**Material for the task**.
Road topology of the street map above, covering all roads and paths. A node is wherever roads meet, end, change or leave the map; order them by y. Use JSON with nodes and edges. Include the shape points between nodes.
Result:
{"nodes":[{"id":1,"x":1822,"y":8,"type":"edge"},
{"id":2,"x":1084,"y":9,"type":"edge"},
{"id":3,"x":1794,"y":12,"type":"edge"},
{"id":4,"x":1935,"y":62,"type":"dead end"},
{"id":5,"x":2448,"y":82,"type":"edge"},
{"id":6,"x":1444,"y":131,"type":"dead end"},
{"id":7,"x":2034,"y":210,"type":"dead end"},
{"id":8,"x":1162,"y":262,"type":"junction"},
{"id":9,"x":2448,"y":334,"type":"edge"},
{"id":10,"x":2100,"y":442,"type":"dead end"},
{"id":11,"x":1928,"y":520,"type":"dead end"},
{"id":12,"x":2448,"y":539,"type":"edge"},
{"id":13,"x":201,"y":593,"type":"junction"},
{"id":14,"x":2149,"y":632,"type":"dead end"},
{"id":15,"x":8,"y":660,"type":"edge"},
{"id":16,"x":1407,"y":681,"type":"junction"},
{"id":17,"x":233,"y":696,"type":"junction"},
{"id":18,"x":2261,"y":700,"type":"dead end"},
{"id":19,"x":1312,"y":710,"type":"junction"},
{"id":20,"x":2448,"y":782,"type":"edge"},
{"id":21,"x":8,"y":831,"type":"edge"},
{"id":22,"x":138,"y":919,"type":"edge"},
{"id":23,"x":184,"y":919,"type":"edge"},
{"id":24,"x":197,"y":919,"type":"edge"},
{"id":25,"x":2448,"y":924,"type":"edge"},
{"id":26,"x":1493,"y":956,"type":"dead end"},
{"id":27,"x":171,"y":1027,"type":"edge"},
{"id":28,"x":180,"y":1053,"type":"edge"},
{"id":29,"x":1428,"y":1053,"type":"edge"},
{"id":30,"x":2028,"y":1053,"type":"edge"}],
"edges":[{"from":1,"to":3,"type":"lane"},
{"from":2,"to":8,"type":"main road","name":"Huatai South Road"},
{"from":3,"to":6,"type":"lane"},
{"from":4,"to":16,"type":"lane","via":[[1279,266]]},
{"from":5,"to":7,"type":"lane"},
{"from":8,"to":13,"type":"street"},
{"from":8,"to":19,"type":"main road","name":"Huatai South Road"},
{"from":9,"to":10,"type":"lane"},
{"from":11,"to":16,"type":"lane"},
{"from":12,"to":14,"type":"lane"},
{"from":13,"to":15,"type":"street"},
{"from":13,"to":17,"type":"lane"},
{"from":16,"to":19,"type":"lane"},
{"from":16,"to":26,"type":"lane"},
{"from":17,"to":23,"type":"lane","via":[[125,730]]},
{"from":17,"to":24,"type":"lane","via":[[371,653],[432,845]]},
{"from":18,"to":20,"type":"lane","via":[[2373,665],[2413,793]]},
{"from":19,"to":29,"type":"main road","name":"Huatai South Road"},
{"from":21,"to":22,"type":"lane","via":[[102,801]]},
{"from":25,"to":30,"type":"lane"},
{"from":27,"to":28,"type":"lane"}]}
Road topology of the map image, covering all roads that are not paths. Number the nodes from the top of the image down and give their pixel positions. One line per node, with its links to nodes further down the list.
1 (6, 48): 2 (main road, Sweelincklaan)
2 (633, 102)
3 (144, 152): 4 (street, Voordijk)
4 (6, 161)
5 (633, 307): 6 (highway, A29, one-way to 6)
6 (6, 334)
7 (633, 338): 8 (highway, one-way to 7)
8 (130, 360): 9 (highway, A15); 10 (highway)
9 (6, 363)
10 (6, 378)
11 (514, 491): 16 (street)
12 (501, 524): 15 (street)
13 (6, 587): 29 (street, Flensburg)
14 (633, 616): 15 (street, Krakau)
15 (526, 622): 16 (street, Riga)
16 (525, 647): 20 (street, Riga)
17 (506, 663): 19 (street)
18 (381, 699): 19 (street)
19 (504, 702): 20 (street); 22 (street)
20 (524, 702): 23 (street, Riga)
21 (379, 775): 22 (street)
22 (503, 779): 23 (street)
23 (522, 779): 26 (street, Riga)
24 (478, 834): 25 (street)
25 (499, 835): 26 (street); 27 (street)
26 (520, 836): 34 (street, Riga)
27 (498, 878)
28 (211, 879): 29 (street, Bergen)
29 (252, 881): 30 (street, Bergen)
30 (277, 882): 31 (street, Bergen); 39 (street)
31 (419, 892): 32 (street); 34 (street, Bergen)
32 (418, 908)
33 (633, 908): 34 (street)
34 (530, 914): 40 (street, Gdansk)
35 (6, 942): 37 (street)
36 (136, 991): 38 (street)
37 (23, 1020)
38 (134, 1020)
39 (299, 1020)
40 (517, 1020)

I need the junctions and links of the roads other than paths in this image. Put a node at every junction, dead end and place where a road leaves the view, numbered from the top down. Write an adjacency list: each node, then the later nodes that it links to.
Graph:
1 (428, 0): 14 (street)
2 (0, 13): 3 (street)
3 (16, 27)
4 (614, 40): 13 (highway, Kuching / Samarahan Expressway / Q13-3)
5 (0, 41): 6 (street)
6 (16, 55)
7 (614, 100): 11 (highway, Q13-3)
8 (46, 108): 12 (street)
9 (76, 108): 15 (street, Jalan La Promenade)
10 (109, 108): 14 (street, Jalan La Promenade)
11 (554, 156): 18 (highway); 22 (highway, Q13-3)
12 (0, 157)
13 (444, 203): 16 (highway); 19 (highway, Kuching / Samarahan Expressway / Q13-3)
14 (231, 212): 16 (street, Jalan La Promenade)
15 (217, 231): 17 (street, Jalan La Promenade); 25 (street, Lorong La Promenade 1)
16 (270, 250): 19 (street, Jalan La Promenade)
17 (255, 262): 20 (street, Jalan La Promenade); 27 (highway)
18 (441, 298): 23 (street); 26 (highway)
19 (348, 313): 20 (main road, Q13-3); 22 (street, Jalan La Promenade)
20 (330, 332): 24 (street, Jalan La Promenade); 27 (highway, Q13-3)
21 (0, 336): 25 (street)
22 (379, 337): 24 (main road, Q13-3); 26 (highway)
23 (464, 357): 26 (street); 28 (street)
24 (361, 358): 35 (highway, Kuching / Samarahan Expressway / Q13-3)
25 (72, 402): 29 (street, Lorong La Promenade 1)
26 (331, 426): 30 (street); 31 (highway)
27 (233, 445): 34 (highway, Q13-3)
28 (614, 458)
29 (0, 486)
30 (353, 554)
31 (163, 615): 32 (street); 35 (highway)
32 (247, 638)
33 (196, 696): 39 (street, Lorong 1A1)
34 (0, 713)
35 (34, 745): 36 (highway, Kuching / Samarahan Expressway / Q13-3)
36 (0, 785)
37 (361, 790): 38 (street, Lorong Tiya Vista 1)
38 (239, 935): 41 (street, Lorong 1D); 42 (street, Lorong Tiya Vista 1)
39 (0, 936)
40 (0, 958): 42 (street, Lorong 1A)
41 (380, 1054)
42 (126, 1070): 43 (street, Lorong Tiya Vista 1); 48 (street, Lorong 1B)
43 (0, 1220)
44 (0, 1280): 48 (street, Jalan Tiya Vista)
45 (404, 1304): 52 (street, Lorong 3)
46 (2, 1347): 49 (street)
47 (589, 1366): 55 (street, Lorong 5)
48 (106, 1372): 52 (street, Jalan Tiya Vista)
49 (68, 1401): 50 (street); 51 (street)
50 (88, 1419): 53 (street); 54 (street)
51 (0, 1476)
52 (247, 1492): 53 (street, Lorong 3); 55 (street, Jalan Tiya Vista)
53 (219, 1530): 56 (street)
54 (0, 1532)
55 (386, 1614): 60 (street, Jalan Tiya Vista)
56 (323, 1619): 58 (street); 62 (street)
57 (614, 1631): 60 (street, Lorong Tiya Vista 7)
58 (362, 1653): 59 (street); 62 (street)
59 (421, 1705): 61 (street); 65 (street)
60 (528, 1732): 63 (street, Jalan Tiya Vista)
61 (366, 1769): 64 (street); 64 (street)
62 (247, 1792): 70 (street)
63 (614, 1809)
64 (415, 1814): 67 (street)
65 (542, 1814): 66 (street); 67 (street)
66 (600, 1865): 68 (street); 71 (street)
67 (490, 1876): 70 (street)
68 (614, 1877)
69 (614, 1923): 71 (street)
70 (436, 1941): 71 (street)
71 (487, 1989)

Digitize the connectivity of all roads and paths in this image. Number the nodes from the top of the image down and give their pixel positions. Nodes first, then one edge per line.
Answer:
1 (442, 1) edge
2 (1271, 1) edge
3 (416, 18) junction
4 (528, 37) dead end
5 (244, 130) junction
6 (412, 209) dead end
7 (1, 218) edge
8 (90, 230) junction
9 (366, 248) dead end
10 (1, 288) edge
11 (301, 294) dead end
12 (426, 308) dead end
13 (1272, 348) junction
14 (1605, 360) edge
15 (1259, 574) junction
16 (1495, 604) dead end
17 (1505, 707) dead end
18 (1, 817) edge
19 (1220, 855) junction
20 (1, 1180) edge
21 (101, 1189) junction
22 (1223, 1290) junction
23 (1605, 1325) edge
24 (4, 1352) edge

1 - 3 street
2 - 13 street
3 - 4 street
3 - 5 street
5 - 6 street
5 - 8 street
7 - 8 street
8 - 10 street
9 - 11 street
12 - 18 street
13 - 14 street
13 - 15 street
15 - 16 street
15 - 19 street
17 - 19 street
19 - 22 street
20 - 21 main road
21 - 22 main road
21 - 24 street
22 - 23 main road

**Assigned task**.
Using the listing above, report each line that mentions the word "Huatai".

**Written solution**.
{"from":2,"to":8,"type":"main road","name":"Huatai South Road"},
{"from":8,"to":19,"type":"main road","name":"Huatai South Road"},
{"from":19,"to":29,"type":"main road","name":"Huatai South Road"},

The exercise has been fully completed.